Friday, February 16, 2007

Bloody Workshop

Shortly after the New Year, I bumped into a long lost fellow John Bengan at the SM lobby when the mall was about to close and I was already rushing on my way to the door. I heard someone called out my name and when I saw (with delight!) it was John, my first question was, "Did you go to Ava's wedding?"
He shook his head and threw me one of those morose looks that only John can do. "I was alone, I was looking for you," he said. "But I told her I can't come."
I told John that I did not make it. That it was impossible for me to make it. "I wasn't able to tell her," I said, my shoulders slumped. "I was looking for you, too," I blurted out guiltily because I knew that if I really wanted to look for John, I could just have taken a ride to Mintal and ask for him inside the UP Mindanao campus where he is teaching; and knowing too, that if John really wanted to look for me, he could just have gone out of his campus to look for me downtown, where I'd surely be roaming the dirty streets of Davao, scavenging for news.
Back in the summer of 2003, John and I were fellows to the Iligan national writers' workshop, where we met Ava and three others from Luzon and six others from the Visayas and Mindanao. One has to go through a writers' workshop before one can understand how the bond among the fellows develops, but until now, I continued to be amazed by how easily we took to each other after the bloody whipping each of us got from all the writer panelists in that workshop. Of course, we had a hell of an adventure in some waterfall in the outskirts of Iligan but we also enjoyed exploring each other's mind inside our room, we didn't feel it necessary to go out and have a drink.
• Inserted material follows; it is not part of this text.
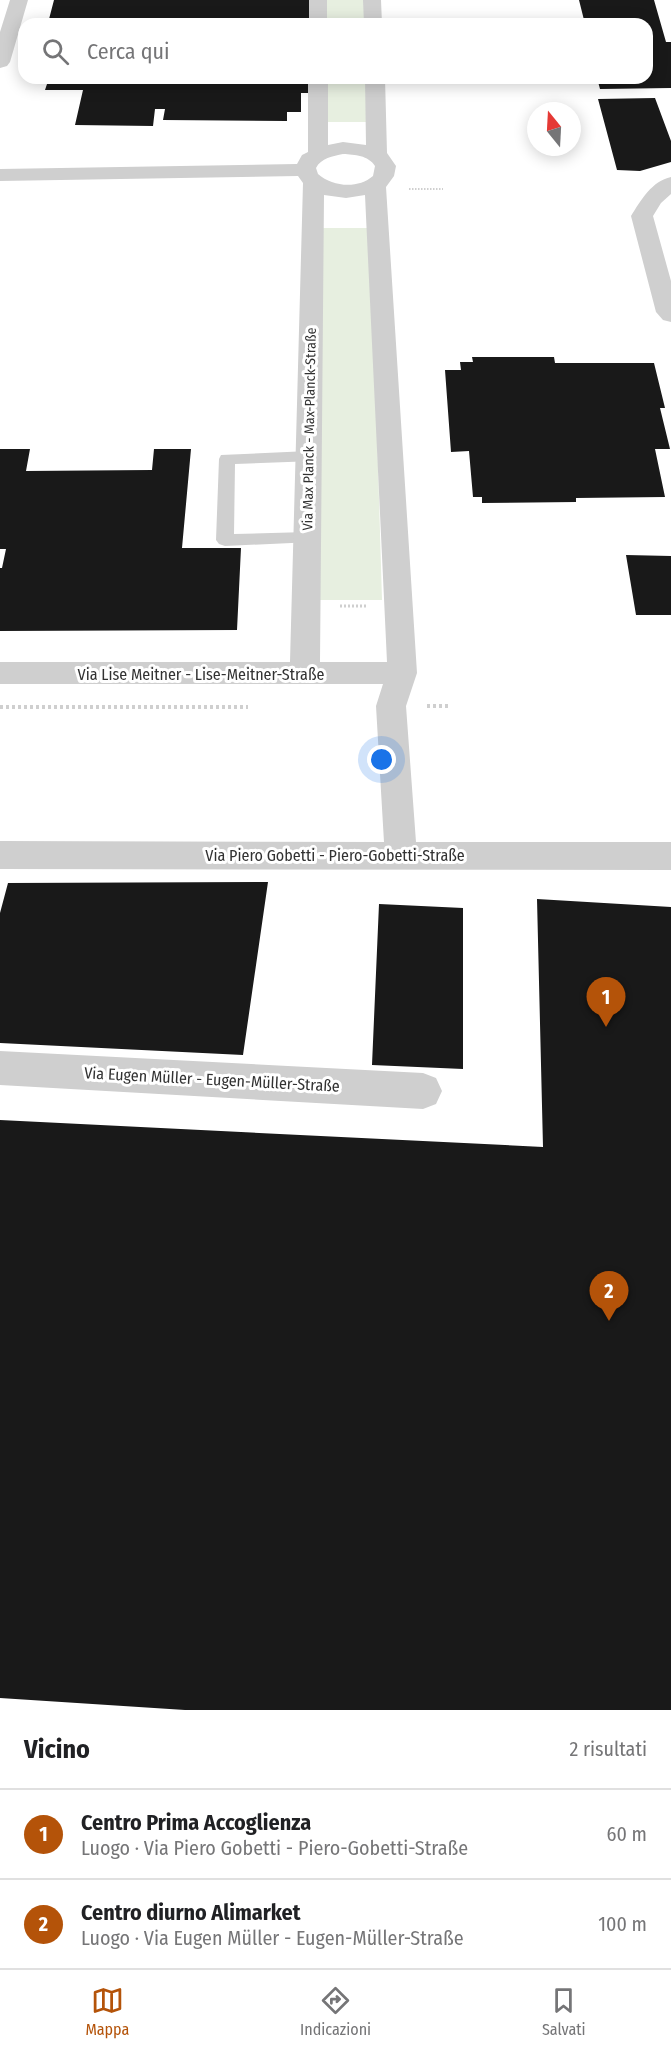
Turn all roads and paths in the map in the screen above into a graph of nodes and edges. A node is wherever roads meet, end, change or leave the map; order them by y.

I could not forget how Ava and I had taken that elevator up to the third? fourth?? floor of Iligan city's Elenita Inn on our last night there. Our works were the last one to be read by the panel (which included the lovable but highly critical Chari Lucero and the equally critical Leoncio Deriada), who were about to make their judgment on our stories.
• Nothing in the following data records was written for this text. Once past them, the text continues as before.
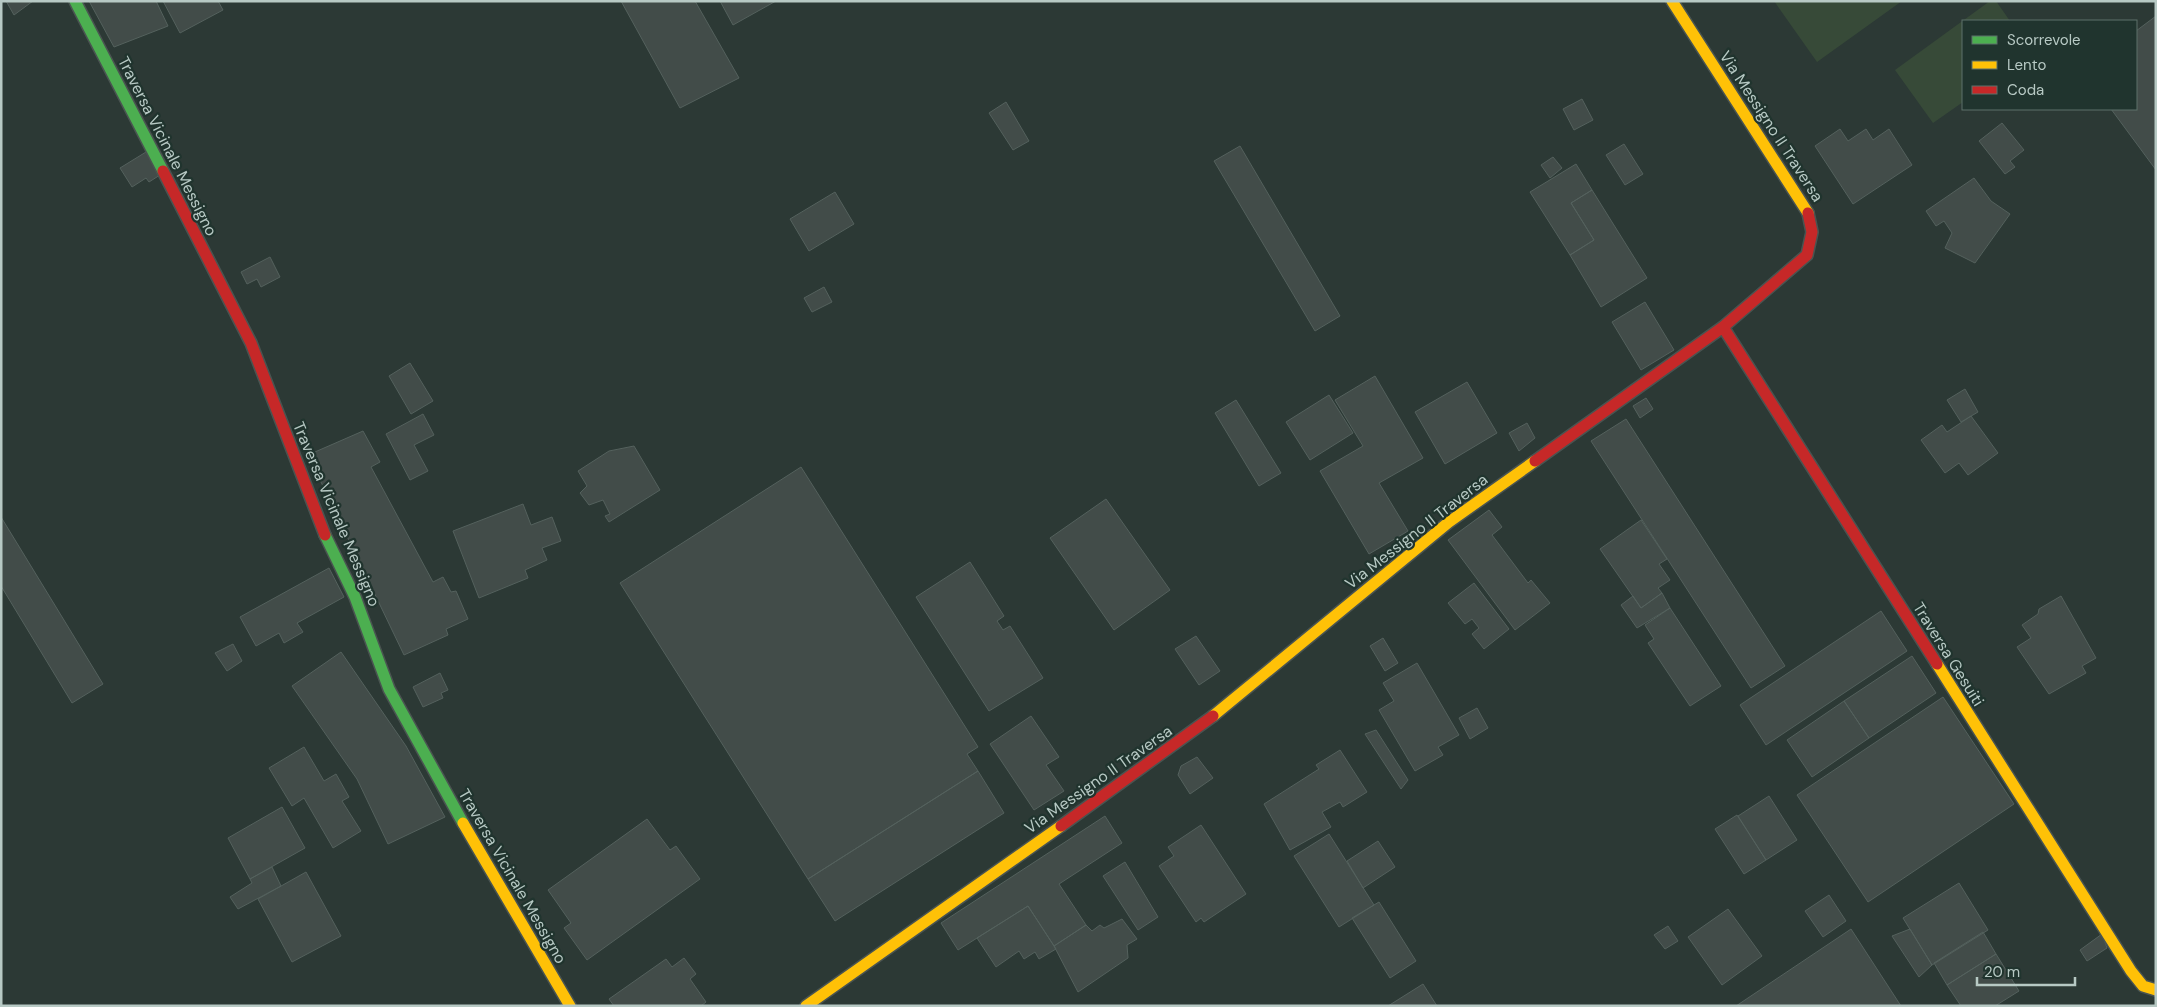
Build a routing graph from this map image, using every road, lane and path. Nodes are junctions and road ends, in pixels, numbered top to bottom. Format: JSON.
{"nodes":[{"id":1,"x":75,"y":1,"type":"edge"},
{"id":2,"x":1672,"y":1,"type":"edge"},
{"id":3,"x":1723,"y":328,"type":"junction"},
{"id":4,"x":2156,"y":990,"type":"edge"},
{"id":5,"x":570,"y":1006,"type":"edge"},
{"id":6,"x":806,"y":1006,"type":"edge"}],
"edges":[{"from":1,"to":5,"type":"street","name":"Traversa Vicinale Messigno"},
{"from":2,"to":3,"type":"street","name":"Via Messigno II Traversa"},
{"from":3,"to":4,"type":"street","name":"Traversa Gesuiti"},
{"from":3,"to":6,"type":"street","name":"Via Messigno II Traversa"}]}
Inside the elevator I told Ava the sickening feeling we both feel at that moment was the same one you get when you're about to give birth to your second child. You already know how intense the labor and suffering that awaits you for the night, you wish you could run away and get out of there, but how can you get that child out of your body? Then, I heard Ava's thoughts echoing my own. "Why am I made to suffer for attempting to write fiction?" But we went through the ordeals of that passage rite and in my case, did not regret it a little bit.